[Dataset content]
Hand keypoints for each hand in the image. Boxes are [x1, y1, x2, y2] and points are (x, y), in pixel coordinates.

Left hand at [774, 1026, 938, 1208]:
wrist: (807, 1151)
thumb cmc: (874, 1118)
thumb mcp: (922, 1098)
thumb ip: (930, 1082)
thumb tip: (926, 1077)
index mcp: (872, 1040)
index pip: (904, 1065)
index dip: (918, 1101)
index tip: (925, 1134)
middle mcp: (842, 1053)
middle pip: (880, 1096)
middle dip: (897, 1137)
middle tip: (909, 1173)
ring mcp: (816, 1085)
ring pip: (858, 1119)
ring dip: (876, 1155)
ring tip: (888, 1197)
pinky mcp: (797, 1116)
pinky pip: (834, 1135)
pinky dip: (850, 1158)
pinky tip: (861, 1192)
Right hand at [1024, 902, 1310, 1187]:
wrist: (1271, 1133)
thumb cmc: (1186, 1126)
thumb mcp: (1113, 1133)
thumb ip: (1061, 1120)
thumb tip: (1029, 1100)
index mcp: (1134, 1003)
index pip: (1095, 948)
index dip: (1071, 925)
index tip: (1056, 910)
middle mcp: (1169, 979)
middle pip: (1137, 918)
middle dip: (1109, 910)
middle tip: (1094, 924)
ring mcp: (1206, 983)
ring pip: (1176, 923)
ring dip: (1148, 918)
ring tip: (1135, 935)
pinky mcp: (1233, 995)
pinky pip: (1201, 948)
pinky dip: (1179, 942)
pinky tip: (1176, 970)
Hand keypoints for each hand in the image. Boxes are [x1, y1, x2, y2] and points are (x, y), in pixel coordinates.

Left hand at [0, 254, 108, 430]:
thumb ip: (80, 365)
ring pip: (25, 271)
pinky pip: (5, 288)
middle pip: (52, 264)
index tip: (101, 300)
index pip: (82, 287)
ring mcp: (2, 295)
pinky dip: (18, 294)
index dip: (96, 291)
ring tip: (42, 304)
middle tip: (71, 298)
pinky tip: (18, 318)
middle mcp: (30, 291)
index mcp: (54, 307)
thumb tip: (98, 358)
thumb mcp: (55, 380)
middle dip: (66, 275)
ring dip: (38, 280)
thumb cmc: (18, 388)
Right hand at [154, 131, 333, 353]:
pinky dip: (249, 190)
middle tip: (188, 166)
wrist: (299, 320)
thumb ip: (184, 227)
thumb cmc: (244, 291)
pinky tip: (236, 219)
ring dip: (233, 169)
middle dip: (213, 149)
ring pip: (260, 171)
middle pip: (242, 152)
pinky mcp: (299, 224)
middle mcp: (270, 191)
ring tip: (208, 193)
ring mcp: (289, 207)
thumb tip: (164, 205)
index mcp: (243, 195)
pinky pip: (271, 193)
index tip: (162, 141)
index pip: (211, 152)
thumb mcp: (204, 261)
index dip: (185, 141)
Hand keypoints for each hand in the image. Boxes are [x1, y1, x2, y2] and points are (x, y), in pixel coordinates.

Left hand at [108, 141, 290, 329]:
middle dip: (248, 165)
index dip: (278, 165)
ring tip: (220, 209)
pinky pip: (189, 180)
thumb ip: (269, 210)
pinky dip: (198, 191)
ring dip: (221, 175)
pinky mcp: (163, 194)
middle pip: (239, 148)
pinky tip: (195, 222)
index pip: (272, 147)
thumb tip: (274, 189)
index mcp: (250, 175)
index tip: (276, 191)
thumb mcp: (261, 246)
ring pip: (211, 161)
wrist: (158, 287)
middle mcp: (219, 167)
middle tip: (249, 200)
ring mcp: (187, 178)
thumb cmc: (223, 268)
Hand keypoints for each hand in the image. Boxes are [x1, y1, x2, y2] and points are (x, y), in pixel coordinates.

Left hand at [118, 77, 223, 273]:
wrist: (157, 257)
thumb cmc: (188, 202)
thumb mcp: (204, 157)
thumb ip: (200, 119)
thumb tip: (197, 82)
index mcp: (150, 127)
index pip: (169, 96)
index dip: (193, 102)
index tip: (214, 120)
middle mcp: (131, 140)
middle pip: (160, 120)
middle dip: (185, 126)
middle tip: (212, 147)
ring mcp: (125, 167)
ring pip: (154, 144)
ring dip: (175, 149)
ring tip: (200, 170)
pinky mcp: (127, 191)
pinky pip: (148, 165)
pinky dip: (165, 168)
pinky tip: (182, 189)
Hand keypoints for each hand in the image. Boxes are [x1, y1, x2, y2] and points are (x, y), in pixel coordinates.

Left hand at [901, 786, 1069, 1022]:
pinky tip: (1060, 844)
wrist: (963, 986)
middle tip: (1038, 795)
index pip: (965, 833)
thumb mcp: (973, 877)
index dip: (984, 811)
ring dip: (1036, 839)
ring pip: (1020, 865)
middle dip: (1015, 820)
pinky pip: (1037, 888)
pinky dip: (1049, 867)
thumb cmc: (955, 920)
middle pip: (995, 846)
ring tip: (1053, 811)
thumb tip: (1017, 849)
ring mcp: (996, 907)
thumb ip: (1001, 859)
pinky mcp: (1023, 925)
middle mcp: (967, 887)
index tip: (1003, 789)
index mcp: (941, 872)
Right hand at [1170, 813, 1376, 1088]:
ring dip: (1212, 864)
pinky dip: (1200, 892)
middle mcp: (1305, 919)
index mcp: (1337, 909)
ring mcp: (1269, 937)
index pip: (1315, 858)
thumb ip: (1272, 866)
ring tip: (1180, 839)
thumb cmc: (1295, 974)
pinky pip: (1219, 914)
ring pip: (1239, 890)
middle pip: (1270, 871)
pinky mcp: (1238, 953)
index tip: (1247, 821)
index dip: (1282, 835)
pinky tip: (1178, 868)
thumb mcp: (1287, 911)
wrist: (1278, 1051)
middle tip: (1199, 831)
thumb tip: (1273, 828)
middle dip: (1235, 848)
[/Dataset content]
▶ **Work task**:
Copy the lines above exactly, beginning at the line that has "index pip: (1095, 948)" and stopping after the line that has "pinky tip: (1176, 970)", and omit the rest.

▶ **Task solution**:
index pip: (1095, 948)
index dip: (1071, 925)
index tip: (1056, 910)
middle mcp: (1169, 979)
middle pip: (1137, 918)
middle dip: (1109, 910)
middle tip: (1094, 924)
ring mcp: (1206, 983)
ring pip: (1176, 923)
ring dip: (1148, 918)
ring tip: (1135, 935)
pinky mcp: (1233, 995)
pinky pip: (1201, 948)
pinky dip: (1179, 942)
pinky tip: (1176, 970)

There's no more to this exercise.